■ Supplied material
:::::
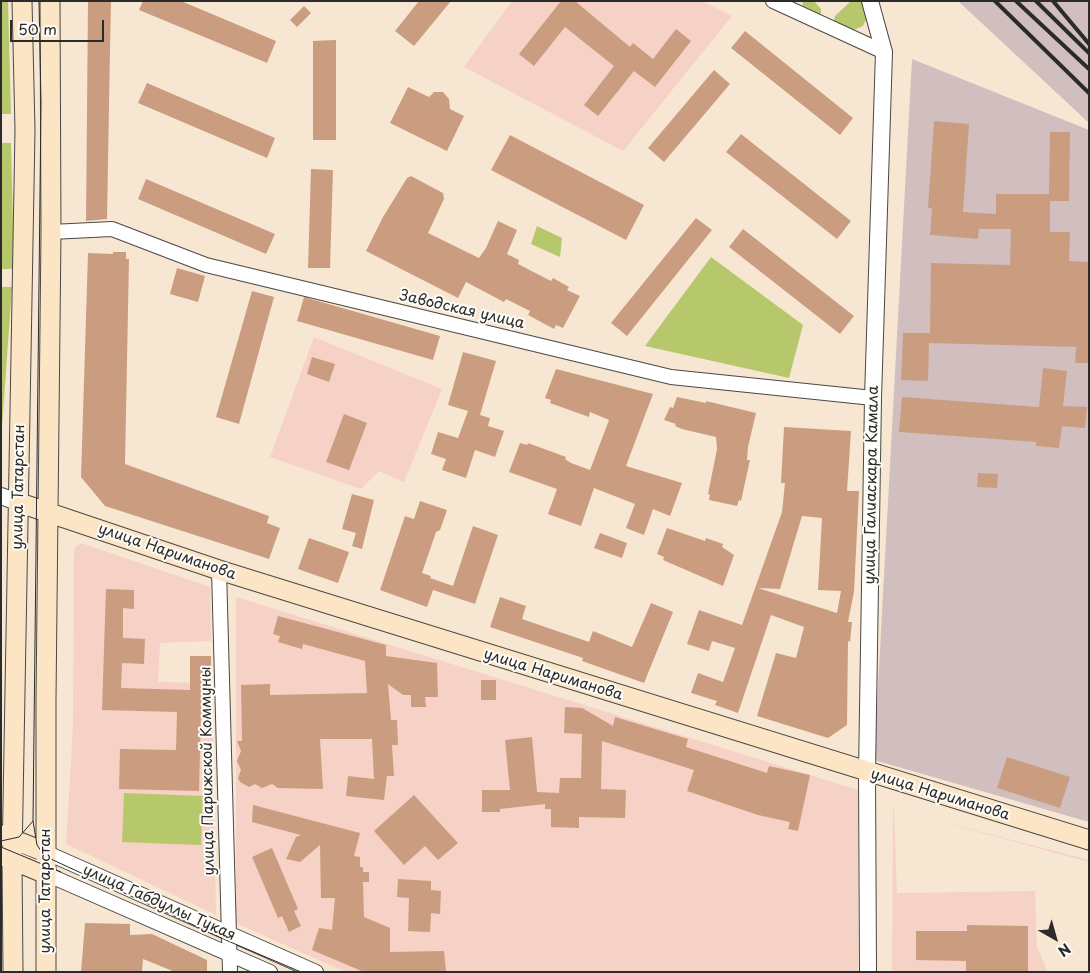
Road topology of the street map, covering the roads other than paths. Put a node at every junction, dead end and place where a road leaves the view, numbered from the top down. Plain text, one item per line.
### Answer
1 (22, 1) edge
2 (50, 1) edge
3 (773, 1) edge
4 (870, 1) edge
5 (884, 52) junction
6 (51, 232) junction
7 (873, 398) junction
8 (1, 496) edge
9 (20, 503) junction
10 (48, 511) junction
11 (219, 570) junction
12 (867, 772) junction
13 (7, 838) edge
14 (1089, 840) edge
15 (45, 852) junction
16 (7, 857) edge
17 (46, 874) junction
18 (228, 934) junction
19 (229, 954) junction
20 (13, 972) edge
21 (46, 972) edge
22 (230, 972) edge
23 (270, 972) edge
24 (316, 972) edge
25 (868, 972) edge

1 - 9 main road, улица Татарстан
2 - 6 main road, улица Татарстан
3 - 5 street
4 - 5 street, улица Галиаскара Камала
5 - 7 street, улица Галиаскара Камала
6 - 7 street, Заводская улица
6 - 10 main road, улица Татарстан
7 - 12 street, улица Галиаскара Камала
8 - 9 street
9 - 10 main road, улица Нариманова
9 - 13 main road, улица Татарстан
10 - 11 main road, улица Нариманова
10 - 15 main road, улица Татарстан
11 - 12 main road, улица Нариманова
11 - 18 street, улица Парижской Коммуны
12 - 14 main road, улица Нариманова
12 - 25 street, улица Галиаскара Камала
13 - 15 main road, улица Габдуллы Тукая
13 - 16 main road, улица Татарстан
15 - 17 main road, улица Татарстан
15 - 18 street, улица Габдуллы Тукая
16 - 17 main road, улица Габдуллы Тукая
16 - 20 main road, улица Татарстан
17 - 19 street, улица Габдуллы Тукая
17 - 21 main road, улица Татарстан
18 - 19 street, улица Парижской Коммуны
18 - 24 street, улица Габдуллы Тукая
19 - 22 street, улица Парижской Коммуны
19 - 23 street, улица Габдуллы Тукая

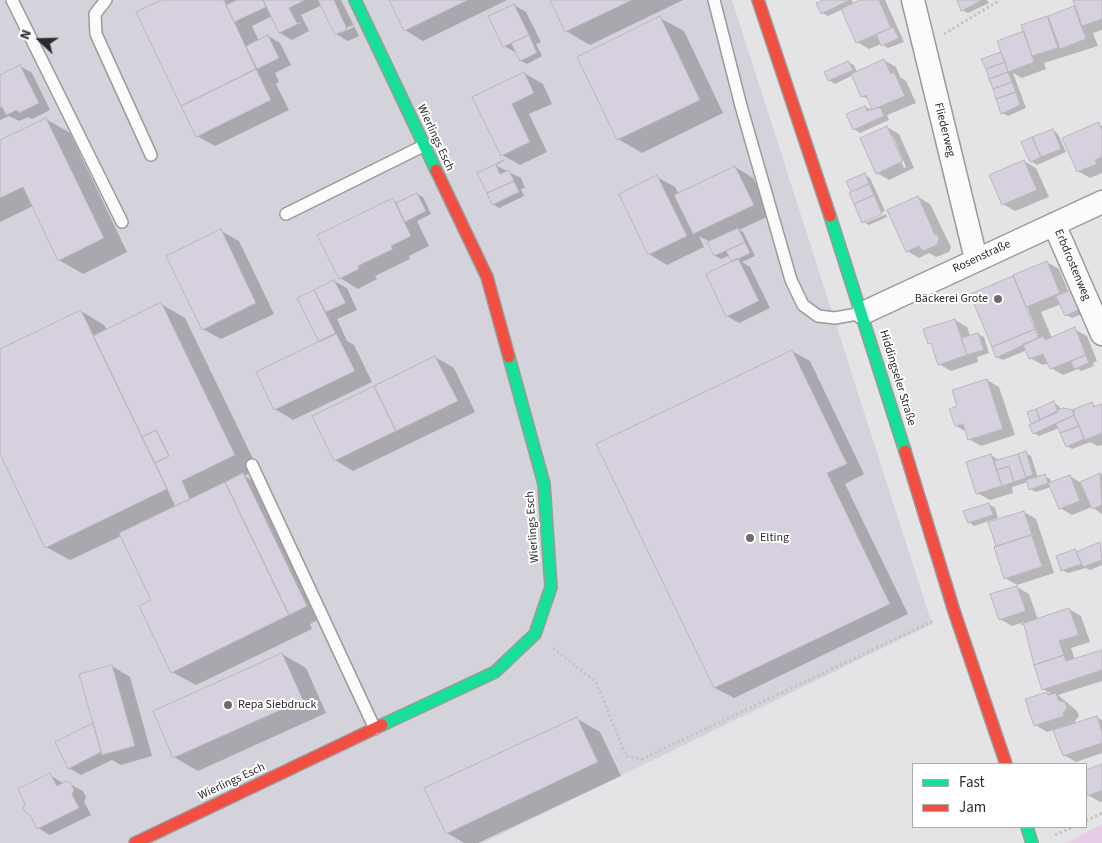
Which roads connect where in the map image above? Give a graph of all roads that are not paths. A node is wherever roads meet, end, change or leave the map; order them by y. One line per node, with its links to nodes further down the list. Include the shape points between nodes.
1 (12, 0): 11 (lane)
2 (106, 0): 8 (lane, via 95,14 96,34)
3 (355, 0): 7 (street, Wierlings Esch)
4 (714, 0): 14 (lane, via 740,106 791,280 803,305 818,316 835,318)
5 (758, 0): 14 (street, Hiddingseler Straße)
6 (913, 0): 13 (street, Fliederweg)
7 (423, 146): 10 (lane); 17 (street, Wierlings Esch, via 487,277 544,484 551,587 535,634 495,672)
8 (152, 155)
9 (1102, 202): 12 (street, Rosenstraße)
10 (286, 214)
11 (122, 222)
12 (1054, 224): 13 (street, Rosenstraße); 15 (street, Erbdrostenweg)
13 (976, 259): 14 (street, Rosenstraße)
14 (863, 313): 18 (street, Hiddingseler Straße, via 954,611)
15 (1102, 334)
16 (252, 465): 17 (lane)
17 (375, 729): 20 (street, Wierlings Esch)
18 (1006, 763)
19 (1027, 828): 21 (street)
20 (135, 843)
21 (1032, 843)

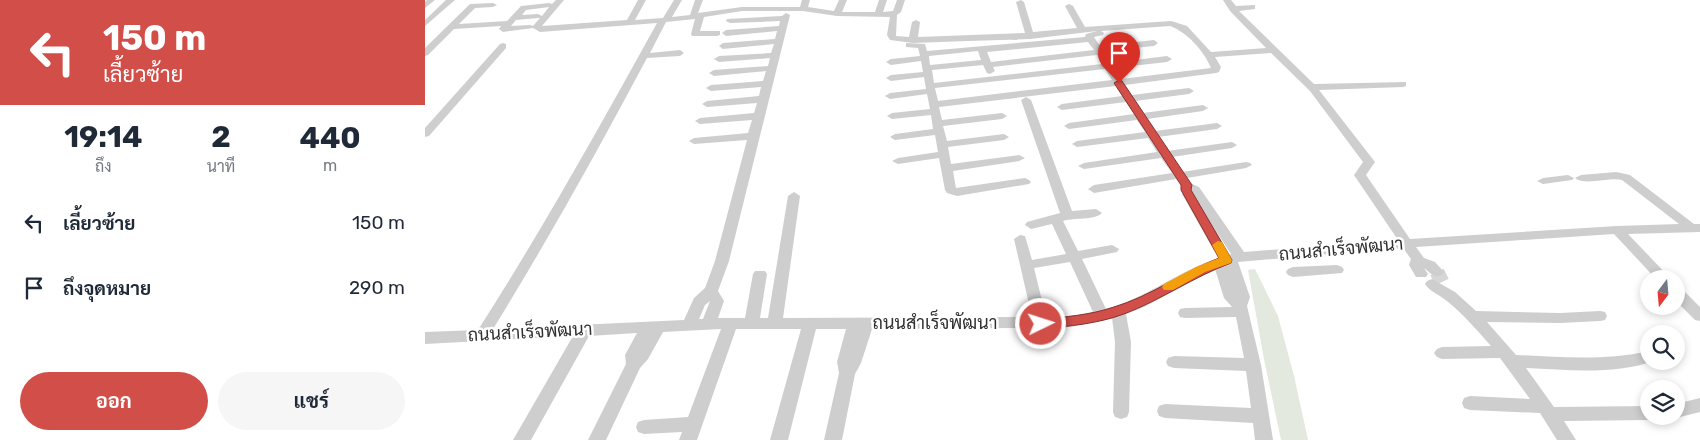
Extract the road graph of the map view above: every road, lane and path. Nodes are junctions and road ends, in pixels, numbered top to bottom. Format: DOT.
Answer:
graph roads {
  1 [pos="431,0"];
  2 [pos="451,0"];
  3 [pos="526,0"];
  4 [pos="560,0"];
  5 [pos="642,0"];
  6 [pos="678,0"];
  7 [pos="699,0"];
  8 [pos="736,0"];
  9 [pos="765,0"];
  10 [pos="806,0"];
  11 [pos="843,0"];
  12 [pos="883,0"];
  13 [pos="901,0"];
  14 [pos="495,2"];
  15 [pos="546,2"];
  16 [pos="1020,2"];
  17 [pos="1230,4"];
  18 [pos="425,6"];
  19 [pos="473,6"];
  20 [pos="1069,6"];
  21 [pos="463,7"];
  22 [pos="1252,7"];
  23 [pos="762,8"];
  24 [pos="803,9"];
  25 [pos="732,11"];
  26 [pos="486,12"];
  27 [pos="837,14"];
  28 [pos="878,14"];
  29 [pos="892,15"];
  30 [pos="539,16"];
  31 [pos="697,16"];
  32 [pos="480,18"];
  33 [pos="511,20"];
  34 [pos="665,20"];
  35 [pos="784,20"];
  36 [pos="730,21"];
  37 [pos="630,22"];
  38 [pos="917,22"];
  39 [pos="425,24"];
  40 [pos="473,25"];
  41 [pos="531,27"];
  42 [pos="451,28"];
  43 [pos="518,28"];
  44 [pos="1143,29"];
  45 [pos="1087,35"];
  46 [pos="1030,36"];
  47 [pos="913,40"];
  48 [pos="778,41"];
  49 [pos="1154,43"];
  50 [pos="723,46"];
  51 [pos="893,46"];
  52 [pos="983,50"];
  53 [pos="1273,50"];
  54 [pos="1099,51"];
  55 [pos="425,53"];
  56 [pos="680,53"];
  57 [pos="775,55"];
  58 [pos="1209,55"];
  59 [pos="643,56"];
  60 [pos="719,59"];
  61 [pos="1167,59"];
  62 [pos="891,62"];
  63 [pos="987,63"];
  64 [pos="926,64"];
  65 [pos="1107,66"];
  66 [pos="771,68"];
  67 [pos="714,74"];
  68 [pos="891,78"];
  69 [pos="993,79"];
  70 [pos="1119,83"];
  71 [pos="767,84"];
  72 [pos="1403,84"];
  73 [pos="1312,87"];
  74 [pos="711,88"];
  75 [pos="930,89"];
  76 [pos="1189,91"];
  77 [pos="891,96"];
  78 [pos="999,97"];
  79 [pos="764,99"];
  80 [pos="1129,99"];
  81 [pos="1026,100"];
  82 [pos="707,104"];
  83 [pos="1062,107"];
  84 [pos="934,108"];
  85 [pos="1203,108"];
  86 [pos="759,116"];
  87 [pos="892,116"];
  88 [pos="1002,116"];
  89 [pos="1140,116"];
  90 [pos="700,121"];
  91 [pos="1069,126"];
  92 [pos="1217,126"];
  93 [pos="938,127"];
  94 [pos="425,134"];
  95 [pos="1151,134"];
  96 [pos="753,136"];
  97 [pos="895,137"];
  98 [pos="1003,137"];
  99 [pos="694,141"];
  100 [pos="1077,144"];
  101 [pos="1232,145"];
  102 [pos="943,149"];
  103 [pos="1164,154"];
  104 [pos="1019,158"];
  105 [pos="898,161"];
  106 [pos="1246,165"];
  107 [pos="1084,166"];
  108 [pos="947,168"];
  109 [pos="1568,178"];
  110 [pos="1581,178"];
  111 [pos="1183,180"];
  112 [pos="1543,181"];
  113 [pos="1025,182"];
  114 [pos="1093,189"];
  115 [pos="794,196"];
  116 [pos="1096,213"];
  117 [pos="1062,217"];
  118 [pos="1031,225"];
  119 [pos="1695,228"];
  120 [pos="1617,230"];
  121 [pos="1020,239"];
  122 [pos="1112,250"];
  123 [pos="1074,257"];
  124 [pos="1415,257"];
  125 [pos="1229,259"];
  126 [pos="1321,263"];
  127 [pos="1035,264"];
  128 [pos="1655,270"];
  129 [pos="1293,272"];
  130 [pos="760,274"];
  131 [pos="711,291"];
  132 [pos="1685,301"];
  133 [pos="1241,309"];
  134 [pos="1118,311"];
  135 [pos="1185,313"];
  136 [pos="1102,316"];
  137 [pos="1472,316"];
  138 [pos="1600,316"];
  139 [pos="1700,316"];
  140 [pos="810,322"];
  141 [pos="861,322"];
  142 [pos="775,323"];
  143 [pos="709,324"];
  144 [pos="730,324"];
  145 [pos="752,324"];
  146 [pos="1041,324"];
  147 [pos="689,325"];
  148 [pos="653,327"];
  149 [pos="585,329"];
  150 [pos="482,335"];
  151 [pos="425,338"];
  152 [pos="1442,353"];
  153 [pos="1506,356"];
  154 [pos="1640,359"];
  155 [pos="1174,362"];
  156 [pos="1253,365"];
  157 [pos="1470,403"];
  158 [pos="1700,405"];
  159 [pos="1685,409"];
  160 [pos="1547,410"];
  161 [pos="1165,411"];
  162 [pos="1121,412"];
  163 [pos="1640,413"];
  164 [pos="1261,416"];
  165 [pos="694,424"];
  166 [pos="644,427"];
  167 [pos="522,440"];
  168 [pos="597,440"];
  169 [pos="688,440"];
  170 [pos="779,440"];
  171 [pos="833,440"];
  172 [pos="1264,440"];
  173 [pos="1567,440"];
  1 -- 18 [label="street"];
  2 -- 39 [label="street"];
  3 -- 15 [label="street"];
  4 -- 37 [label="street"];
  5 -- 37 [label="street"];
  6 -- 34 [label="street"];
  7 -- 31 [label="street"];
  8 -- 25 [label="street"];
  9 -- 23 [label="street"];
  10 -- 24 [label="street"];
  11 -- 27 [label="street"];
  12 -- 28 [label="street"];
  13 -- 29 [label="street"];
  14 -- 19 [label="street"];
  14 -- 26 [label="street"];
  15 -- 33 [label="street"];
  16 -- 46 [label="street"];
  17 -- 22 [label="street"];
  17 -- 53 [label="street"];
  19 -- 21 [label="street"];
  19 -- 42 [label="street"];
  20 -- 45 [label="street"];
  23 -- 24 [label="street"];
  23 -- 25 [label="street"];
  24 -- 27 [label="street"];
  25 -- 31 [label="street"];
  27 -- 28 [label="street"];
  28 -- 29 [label="street"];
  29 -- 47 [label="street"];
  30 -- 33 [label="street"];
  31 -- 34 [label="street"];
  31 -- 35 [label="street"];
  32 -- 40 [label="street"];
  33 -- 40 [label="street"];
  33 -- 43 [label="street"];
  34 -- 37 [label="street"];
  34 -- 59 [label="street"];
  35 -- 36 [label="street"];
  35 -- 48 [label="street"];
  38 -- 47 [label="street"];
  40 -- 42 [label="street"];
  41 -- 43 [label="street"];
  42 -- 55 [label="street"];
  43 -- 94 [label="street"];
  44 -- 45 [label="street"];
  45 -- 46 [label="street"];
  45 -- 52 [label="street"];
  45 -- 54 [label="street"];
  45 -- 58 [label="street"];
  46 -- 47 [label="street"];
  48 -- 50 [label="street"];
  48 -- 57 [label="street"];
  49 -- 54 [label="street"];
  51 -- 64 [label="street"];
  52 -- 63 [label="street"];
  52 -- 64 [label="street"];
  53 -- 58 [label="street"];
  53 -- 73 [label="street"];
  54 -- 63 [label="street"];
  54 -- 65 [label="street"];
  56 -- 59 [label="street"];
  57 -- 60 [label="street"];
  57 -- 66 [label="street"];
  58 -- 70 [label="street"];
  59 -- 150 [label="street"];
  61 -- 65 [label="street"];
  62 -- 64 [label="street"];
  63 -- 64 [label="street"];
  63 -- 69 [label="street"];
  64 -- 68 [label="street"];
  64 -- 75 [label="street"];
  65 -- 69 [label="street"];
  65 -- 70 [label="street"];
  66 -- 67 [label="street"];
  66 -- 71 [label="street"];
  69 -- 75 [label="street"];
  69 -- 78 [label="street"];
  70 -- 78 [label="street"];
  70 -- 80 [label="street"];
  71 -- 74 [label="street"];
  71 -- 79 [label="street"];
  72 -- 73 [label="street"];
  73 -- 124 [label="street"];
  75 -- 77 [label="street"];
  75 -- 84 [label="street"];
  76 -- 80 [label="street"];
  78 -- 84 [label="street"];
  79 -- 82 [label="street"];
  79 -- 86 [label="street"];
  80 -- 83 [label="street"];
  80 -- 89 [label="street"];
  81 -- 117 [label="street"];
  84 -- 87 [label="street"];
  84 -- 93 [label="street"];
  85 -- 89 [label="street"];
  86 -- 90 [label="street"];
  86 -- 96 [label="street"];
  88 -- 93 [label="street"];
  89 -- 91 [label="street"];
  89 -- 95 [label="street"];
  92 -- 95 [label="street"];
  93 -- 97 [label="street"];
  93 -- 102 [label="street"];
  95 -- 100 [label="street"];
  95 -- 103 [label="street"];
  96 -- 99 [label="street"];
  96 -- 131 [label="street"];
  98 -- 102 [label="street"];
  101 -- 103 [label="street"];
  102 -- 105 [label="street"];
  102 -- 108 [label="street"];
  103 -- 107 [label="street"];
  103 -- 111 [label="street"];
  104 -- 108 [label="street"];
  106 -- 111 [label="street"];
  108 -- 113 [label="street"];
  109 -- 112 [label="street"];
  110 -- 119 [label="street"];
  111 -- 114 [label="street"];
  111 -- 125 [label="street"];
  115 -- 142 [label="street"];
  116 -- 117 [label="street"];
  117 -- 118 [label="street"];
  117 -- 123 [label="street"];
  119 -- 120 [label="street, ถนนสำเร็จพัฒนา"];
  120 -- 124 [label="street, ถนนสำเร็จพัฒนา"];
  120 -- 128 [label="street"];
  121 -- 146 [label="street"];
  122 -- 123 [label="street"];
  123 -- 127 [label="street"];
  123 -- 136 [label="street"];
  124 -- 126 [label="street, ถนนสำเร็จพัฒนา"];
  124 -- 137 [label="street"];
  125 -- 126 [label="street, ถนนสำเร็จพัฒนา"];
  125 -- 133 [label="street"];
  125 -- 134 [label="street, ถนนสำเร็จพัฒนา"];
  126 -- 129 [label="street"];
  130 -- 145 [label="street"];
  131 -- 143 [label="street"];
  131 -- 147 [label="street"];
  132 -- 139 [label="street"];
  133 -- 135 [label="street"];
  133 -- 156 [label="street"];
  134 -- 136 [label="street, ถนนสำเร็จพัฒนา"];
  134 -- 162 [label="street"];
  136 -- 146 [label="street, ถนนสำเร็จพัฒนา"];
  137 -- 138 [label="street"];
  137 -- 153 [label="street"];
  140 -- 141 [label="street, ถนนสำเร็จพัฒนา"];
  140 -- 142 [label="street, ถนนสำเร็จพัฒนา"];
  140 -- 170 [label="street"];
  141 -- 146 [label="street, ถนนสำเร็จพัฒนา"];
  141 -- 171 [label="street"];
  142 -- 145 [label="street, ถนนสำเร็จพัฒนา"];
  143 -- 144 [label="street, ถนนสำเร็จพัฒนา"];
  143 -- 147 [label="street, ถนนสำเร็จพัฒนา"];
  144 -- 145 [label="street, ถนนสำเร็จพัฒนา"];
  144 -- 165 [label="street"];
  147 -- 148 [label="street, ถนนสำเร็จพัฒนา"];
  148 -- 149 [label="street, ถนนสำเร็จพัฒนา"];
  148 -- 168 [label="street"];
  149 -- 150 [label="street, ถนนสำเร็จพัฒนา"];
  149 -- 167 [label="street"];
  150 -- 151 [label="street, ถนนสำเร็จพัฒนา"];
  152 -- 153 [label="street"];
  153 -- 154 [label="street"];
  153 -- 160 [label="street"];
  155 -- 156 [label="street"];
  156 -- 164 [label="street"];
  157 -- 160 [label="street"];
  158 -- 159 [label="street"];
  160 -- 163 [label="street"];
  160 -- 173 [label="street"];
  161 -- 164 [label="street"];
  164 -- 172 [label="street"];
  165 -- 166 [label="street"];
  165 -- 169 [label="street"];
}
:::::
■ Task prompt
Using the entries above, write out exactly the lines from the one with "Which roads connect" through the one with "Extract the road", ends included. Leave out any pictures.

■ Solution for this task
Which roads connect where in the map image above? Give a graph of all roads that are not paths. A node is wherever roads meet, end, change or leave the map; order them by y. One line per node, with its links to nodes further down the list. Include the shape points between nodes.
1 (12, 0): 11 (lane)
2 (106, 0): 8 (lane, via 95,14 96,34)
3 (355, 0): 7 (street, Wierlings Esch)
4 (714, 0): 14 (lane, via 740,106 791,280 803,305 818,316 835,318)
5 (758, 0): 14 (street, Hiddingseler Straße)
6 (913, 0): 13 (street, Fliederweg)
7 (423, 146): 10 (lane); 17 (street, Wierlings Esch, via 487,277 544,484 551,587 535,634 495,672)
8 (152, 155)
9 (1102, 202): 12 (street, Rosenstraße)
10 (286, 214)
11 (122, 222)
12 (1054, 224): 13 (street, Rosenstraße); 15 (street, Erbdrostenweg)
13 (976, 259): 14 (street, Rosenstraße)
14 (863, 313): 18 (street, Hiddingseler Straße, via 954,611)
15 (1102, 334)
16 (252, 465): 17 (lane)
17 (375, 729): 20 (street, Wierlings Esch)
18 (1006, 763)
19 (1027, 828): 21 (street)
20 (135, 843)
21 (1032, 843)

Extract the road graph of the map view above: every road, lane and path. Nodes are junctions and road ends, in pixels, numbered top to bottom. Format: DOT.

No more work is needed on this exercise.